Your goal:
Copy out each line of the data below in which the string "القرنفل" appears.

Records to use:
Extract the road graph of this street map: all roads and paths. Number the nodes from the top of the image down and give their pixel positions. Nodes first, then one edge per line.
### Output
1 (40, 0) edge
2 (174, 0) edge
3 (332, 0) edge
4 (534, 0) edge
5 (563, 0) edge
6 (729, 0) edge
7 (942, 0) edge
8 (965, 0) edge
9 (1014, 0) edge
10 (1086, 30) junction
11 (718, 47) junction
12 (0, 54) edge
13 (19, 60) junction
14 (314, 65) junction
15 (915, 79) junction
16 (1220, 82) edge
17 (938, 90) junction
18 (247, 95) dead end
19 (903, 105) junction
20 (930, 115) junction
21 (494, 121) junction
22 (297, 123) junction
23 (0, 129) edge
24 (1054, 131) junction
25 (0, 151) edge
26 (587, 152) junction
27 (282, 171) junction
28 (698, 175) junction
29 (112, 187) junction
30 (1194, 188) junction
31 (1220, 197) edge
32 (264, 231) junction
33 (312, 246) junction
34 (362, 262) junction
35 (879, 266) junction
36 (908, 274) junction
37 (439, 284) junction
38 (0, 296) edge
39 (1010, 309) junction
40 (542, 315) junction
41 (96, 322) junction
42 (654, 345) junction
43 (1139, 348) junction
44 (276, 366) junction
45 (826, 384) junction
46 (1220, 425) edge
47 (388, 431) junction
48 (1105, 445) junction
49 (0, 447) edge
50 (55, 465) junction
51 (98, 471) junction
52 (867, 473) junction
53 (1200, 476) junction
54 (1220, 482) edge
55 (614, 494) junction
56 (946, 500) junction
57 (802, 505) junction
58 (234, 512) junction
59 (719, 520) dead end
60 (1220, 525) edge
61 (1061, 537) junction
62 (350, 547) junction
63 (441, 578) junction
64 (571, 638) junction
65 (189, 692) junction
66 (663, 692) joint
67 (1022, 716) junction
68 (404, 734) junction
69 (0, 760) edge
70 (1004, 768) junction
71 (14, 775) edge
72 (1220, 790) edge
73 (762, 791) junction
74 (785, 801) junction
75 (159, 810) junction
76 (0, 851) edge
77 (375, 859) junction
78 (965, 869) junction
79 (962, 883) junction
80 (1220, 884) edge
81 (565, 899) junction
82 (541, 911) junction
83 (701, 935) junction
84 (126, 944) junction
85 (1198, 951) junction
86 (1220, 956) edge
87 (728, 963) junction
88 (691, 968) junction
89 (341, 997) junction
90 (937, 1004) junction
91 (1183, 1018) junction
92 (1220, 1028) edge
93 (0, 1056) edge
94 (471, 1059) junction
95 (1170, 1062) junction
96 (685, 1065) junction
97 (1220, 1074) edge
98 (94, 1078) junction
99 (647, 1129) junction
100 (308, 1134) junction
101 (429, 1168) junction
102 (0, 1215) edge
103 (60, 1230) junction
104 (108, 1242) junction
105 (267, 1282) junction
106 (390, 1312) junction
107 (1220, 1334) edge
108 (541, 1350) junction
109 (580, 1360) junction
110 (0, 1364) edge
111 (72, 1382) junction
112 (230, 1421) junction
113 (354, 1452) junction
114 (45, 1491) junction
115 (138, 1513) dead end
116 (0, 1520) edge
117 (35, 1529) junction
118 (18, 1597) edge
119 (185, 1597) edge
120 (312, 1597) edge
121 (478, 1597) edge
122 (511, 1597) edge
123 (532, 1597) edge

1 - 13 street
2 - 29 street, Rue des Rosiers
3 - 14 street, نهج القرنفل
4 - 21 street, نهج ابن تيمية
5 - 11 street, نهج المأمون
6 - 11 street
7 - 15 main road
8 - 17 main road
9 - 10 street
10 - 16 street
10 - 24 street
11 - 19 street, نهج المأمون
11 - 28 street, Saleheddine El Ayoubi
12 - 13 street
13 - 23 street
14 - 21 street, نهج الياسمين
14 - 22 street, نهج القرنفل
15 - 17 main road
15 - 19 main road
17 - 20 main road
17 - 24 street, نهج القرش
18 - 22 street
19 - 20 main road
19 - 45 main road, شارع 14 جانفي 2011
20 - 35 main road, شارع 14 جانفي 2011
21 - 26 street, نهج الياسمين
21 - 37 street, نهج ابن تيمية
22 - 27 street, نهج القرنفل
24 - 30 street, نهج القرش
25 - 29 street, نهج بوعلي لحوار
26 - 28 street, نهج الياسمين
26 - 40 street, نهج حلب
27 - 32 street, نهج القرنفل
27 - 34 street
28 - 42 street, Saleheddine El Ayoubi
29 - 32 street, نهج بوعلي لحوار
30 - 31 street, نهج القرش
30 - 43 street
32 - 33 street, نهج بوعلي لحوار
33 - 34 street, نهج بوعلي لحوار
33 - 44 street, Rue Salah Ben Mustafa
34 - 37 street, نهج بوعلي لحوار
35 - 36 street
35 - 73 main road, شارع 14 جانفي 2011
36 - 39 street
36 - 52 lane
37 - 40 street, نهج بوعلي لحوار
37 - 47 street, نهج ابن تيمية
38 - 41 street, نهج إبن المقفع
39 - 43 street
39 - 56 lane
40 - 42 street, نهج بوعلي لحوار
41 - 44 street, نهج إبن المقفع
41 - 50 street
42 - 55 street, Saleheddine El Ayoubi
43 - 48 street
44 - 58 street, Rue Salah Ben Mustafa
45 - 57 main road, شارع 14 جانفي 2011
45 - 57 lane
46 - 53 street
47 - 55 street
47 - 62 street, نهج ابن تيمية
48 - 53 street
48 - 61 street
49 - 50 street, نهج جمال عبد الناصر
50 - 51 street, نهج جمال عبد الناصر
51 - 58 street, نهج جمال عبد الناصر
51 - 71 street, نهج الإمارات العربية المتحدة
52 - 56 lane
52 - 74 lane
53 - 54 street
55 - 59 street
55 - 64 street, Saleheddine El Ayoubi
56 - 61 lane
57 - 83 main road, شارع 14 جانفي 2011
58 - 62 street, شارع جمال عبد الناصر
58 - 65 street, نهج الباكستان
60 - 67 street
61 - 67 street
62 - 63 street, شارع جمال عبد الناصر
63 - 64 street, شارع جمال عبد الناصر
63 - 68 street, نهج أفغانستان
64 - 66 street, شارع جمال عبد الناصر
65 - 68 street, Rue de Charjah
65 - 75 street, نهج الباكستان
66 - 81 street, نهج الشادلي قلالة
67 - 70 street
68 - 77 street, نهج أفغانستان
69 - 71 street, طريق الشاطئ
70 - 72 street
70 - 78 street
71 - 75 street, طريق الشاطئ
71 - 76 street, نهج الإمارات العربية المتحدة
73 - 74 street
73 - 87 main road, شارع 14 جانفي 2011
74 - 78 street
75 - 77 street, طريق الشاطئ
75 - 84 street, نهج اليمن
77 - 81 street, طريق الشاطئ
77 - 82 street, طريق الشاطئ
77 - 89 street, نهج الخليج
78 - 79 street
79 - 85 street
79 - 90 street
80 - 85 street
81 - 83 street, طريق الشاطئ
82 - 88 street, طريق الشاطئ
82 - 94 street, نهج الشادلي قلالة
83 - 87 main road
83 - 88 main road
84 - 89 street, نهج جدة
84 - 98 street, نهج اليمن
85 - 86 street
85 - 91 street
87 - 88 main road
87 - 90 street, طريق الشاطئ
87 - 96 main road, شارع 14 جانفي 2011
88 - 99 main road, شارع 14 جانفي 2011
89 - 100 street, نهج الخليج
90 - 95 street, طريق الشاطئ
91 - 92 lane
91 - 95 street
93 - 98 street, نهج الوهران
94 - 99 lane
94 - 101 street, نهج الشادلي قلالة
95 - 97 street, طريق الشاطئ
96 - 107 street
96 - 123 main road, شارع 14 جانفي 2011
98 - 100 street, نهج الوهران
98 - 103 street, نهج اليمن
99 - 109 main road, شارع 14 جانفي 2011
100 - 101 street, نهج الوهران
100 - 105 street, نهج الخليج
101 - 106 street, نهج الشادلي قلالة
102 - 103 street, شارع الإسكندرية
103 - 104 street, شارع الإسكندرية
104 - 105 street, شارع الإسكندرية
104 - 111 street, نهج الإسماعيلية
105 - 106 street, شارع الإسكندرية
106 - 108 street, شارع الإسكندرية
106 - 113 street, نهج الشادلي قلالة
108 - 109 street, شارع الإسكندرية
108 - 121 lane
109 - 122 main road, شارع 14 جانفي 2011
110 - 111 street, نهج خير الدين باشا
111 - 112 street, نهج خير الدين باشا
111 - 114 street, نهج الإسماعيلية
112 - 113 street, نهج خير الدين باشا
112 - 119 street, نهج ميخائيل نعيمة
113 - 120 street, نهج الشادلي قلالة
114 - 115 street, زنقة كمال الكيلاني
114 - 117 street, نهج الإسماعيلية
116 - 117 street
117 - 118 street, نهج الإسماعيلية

Task result:
3 - 14 street, نهج القرنفل
14 - 22 street, نهج القرنفل
22 - 27 street, نهج القرنفل
27 - 32 street, نهج القرنفل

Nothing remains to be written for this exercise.